Task brief:
Go through the data below. List every line that holds the word "Denby".

++++ Entries provided ++++

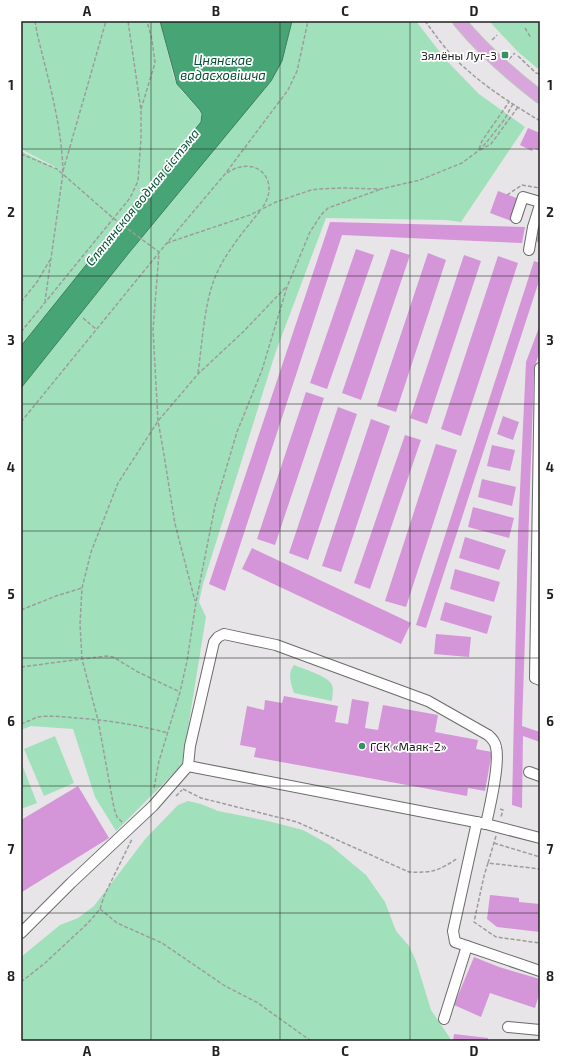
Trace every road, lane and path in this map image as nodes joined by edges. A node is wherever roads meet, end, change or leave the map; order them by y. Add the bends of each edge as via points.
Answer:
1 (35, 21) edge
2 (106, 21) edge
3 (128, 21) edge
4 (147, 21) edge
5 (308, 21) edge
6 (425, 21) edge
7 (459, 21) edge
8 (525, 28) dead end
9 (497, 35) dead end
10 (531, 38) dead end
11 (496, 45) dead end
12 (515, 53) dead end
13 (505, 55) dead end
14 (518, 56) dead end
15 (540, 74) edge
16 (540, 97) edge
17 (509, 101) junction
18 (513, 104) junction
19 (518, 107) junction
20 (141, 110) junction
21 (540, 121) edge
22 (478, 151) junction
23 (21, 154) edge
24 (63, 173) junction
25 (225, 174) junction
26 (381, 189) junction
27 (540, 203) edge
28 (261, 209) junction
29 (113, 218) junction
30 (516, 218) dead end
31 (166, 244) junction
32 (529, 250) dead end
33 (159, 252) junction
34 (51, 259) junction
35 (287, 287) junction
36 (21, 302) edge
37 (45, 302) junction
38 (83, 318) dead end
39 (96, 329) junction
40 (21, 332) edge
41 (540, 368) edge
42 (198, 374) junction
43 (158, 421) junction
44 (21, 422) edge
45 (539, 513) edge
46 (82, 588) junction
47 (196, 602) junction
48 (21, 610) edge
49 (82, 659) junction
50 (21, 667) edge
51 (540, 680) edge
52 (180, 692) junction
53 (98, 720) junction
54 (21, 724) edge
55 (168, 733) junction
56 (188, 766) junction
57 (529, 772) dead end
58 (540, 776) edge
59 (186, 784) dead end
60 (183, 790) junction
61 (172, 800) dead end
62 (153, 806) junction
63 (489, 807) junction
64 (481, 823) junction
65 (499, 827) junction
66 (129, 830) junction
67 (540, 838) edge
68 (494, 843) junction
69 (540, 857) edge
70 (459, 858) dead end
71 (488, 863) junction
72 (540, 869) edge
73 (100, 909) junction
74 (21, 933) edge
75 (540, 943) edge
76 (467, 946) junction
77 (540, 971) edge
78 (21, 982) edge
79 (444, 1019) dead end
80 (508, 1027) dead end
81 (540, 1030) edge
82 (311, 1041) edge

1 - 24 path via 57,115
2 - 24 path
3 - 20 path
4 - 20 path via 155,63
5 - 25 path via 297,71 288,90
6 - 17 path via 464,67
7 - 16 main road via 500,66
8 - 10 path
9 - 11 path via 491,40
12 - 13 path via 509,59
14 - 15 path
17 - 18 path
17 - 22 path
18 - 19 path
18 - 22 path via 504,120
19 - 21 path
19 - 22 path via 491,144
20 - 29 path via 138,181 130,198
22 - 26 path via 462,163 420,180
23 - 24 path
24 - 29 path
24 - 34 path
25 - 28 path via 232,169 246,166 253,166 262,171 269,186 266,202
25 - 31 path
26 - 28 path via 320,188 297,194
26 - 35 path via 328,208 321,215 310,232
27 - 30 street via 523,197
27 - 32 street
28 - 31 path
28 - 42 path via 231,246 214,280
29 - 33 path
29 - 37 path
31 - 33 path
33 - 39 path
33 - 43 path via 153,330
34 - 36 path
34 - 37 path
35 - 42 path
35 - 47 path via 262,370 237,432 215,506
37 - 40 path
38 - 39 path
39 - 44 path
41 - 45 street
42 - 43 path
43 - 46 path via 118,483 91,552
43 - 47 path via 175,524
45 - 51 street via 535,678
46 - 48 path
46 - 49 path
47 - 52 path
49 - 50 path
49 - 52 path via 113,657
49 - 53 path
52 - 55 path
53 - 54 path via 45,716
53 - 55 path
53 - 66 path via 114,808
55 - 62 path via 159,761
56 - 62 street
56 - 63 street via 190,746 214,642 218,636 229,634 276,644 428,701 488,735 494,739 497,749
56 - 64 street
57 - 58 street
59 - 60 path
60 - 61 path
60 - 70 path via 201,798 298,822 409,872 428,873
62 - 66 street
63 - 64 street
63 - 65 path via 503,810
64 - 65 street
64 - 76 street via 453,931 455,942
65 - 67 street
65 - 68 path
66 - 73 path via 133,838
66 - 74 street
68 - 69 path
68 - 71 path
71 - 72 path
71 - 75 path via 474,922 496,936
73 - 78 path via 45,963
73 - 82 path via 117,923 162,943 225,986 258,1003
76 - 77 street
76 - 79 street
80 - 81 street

++++
++++ Entries provided ++++

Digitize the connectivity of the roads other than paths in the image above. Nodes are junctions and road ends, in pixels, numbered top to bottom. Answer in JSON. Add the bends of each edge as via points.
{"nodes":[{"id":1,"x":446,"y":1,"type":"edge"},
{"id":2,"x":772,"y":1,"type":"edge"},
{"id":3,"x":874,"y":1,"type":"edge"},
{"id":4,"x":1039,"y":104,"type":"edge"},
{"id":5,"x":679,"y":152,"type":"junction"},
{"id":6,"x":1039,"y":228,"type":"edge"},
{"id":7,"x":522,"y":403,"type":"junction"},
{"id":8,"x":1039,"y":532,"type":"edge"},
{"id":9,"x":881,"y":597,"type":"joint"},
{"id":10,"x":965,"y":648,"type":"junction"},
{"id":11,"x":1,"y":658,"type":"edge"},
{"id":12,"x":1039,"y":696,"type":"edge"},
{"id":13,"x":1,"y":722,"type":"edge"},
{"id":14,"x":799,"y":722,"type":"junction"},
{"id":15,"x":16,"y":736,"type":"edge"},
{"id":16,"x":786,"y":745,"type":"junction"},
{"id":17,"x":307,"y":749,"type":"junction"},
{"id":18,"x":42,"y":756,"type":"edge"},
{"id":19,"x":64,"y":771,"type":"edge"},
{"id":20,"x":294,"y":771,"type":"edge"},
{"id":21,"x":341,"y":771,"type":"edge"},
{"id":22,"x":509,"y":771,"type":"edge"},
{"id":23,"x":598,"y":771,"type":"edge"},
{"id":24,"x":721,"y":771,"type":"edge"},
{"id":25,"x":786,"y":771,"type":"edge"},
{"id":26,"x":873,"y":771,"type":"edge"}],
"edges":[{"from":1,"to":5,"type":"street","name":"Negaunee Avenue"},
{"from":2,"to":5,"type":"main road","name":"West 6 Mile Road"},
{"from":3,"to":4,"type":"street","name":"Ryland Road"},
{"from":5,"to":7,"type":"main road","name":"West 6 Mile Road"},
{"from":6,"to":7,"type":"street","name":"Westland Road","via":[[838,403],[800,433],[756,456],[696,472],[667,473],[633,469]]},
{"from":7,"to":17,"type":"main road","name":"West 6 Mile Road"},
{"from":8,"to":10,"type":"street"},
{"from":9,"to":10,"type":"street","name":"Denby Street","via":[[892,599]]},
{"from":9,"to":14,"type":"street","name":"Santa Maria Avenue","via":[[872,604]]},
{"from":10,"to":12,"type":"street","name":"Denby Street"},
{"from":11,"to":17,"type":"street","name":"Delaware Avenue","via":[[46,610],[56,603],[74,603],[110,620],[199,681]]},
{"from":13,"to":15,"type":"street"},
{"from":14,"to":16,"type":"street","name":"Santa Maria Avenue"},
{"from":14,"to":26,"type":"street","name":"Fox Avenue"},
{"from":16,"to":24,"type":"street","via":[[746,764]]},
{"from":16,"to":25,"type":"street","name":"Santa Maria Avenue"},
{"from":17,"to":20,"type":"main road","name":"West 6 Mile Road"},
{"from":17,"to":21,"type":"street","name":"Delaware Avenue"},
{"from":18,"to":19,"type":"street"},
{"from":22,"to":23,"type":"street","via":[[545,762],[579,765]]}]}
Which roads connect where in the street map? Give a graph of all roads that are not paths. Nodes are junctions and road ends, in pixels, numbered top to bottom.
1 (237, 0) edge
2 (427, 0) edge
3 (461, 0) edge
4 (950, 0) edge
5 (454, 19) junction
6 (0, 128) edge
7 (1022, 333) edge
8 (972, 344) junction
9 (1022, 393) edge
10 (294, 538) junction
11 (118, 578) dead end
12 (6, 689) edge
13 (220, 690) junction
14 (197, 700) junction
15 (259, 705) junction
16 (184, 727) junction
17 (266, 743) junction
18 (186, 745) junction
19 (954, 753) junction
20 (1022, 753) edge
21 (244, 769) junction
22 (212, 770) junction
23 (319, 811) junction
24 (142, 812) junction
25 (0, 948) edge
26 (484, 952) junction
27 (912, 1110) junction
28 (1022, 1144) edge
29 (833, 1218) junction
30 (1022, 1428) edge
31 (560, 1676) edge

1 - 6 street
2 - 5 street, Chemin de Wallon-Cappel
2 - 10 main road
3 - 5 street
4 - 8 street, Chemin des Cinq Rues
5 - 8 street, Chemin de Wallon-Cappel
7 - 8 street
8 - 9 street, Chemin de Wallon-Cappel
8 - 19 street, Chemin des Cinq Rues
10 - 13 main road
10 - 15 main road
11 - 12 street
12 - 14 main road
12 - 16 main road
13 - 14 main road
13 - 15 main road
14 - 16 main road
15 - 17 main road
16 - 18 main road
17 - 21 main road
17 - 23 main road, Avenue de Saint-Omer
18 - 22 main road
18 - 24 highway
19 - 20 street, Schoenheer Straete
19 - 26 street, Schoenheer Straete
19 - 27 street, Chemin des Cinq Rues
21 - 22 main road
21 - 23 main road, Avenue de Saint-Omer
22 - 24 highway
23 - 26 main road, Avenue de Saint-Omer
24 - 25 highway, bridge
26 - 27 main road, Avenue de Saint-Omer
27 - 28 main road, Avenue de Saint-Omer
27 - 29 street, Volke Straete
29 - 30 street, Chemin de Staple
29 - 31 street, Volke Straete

++++

Task output:
{"from":9,"to":10,"type":"street","name":"Denby Street","via":[[892,599]]},
{"from":10,"to":12,"type":"street","name":"Denby Street"},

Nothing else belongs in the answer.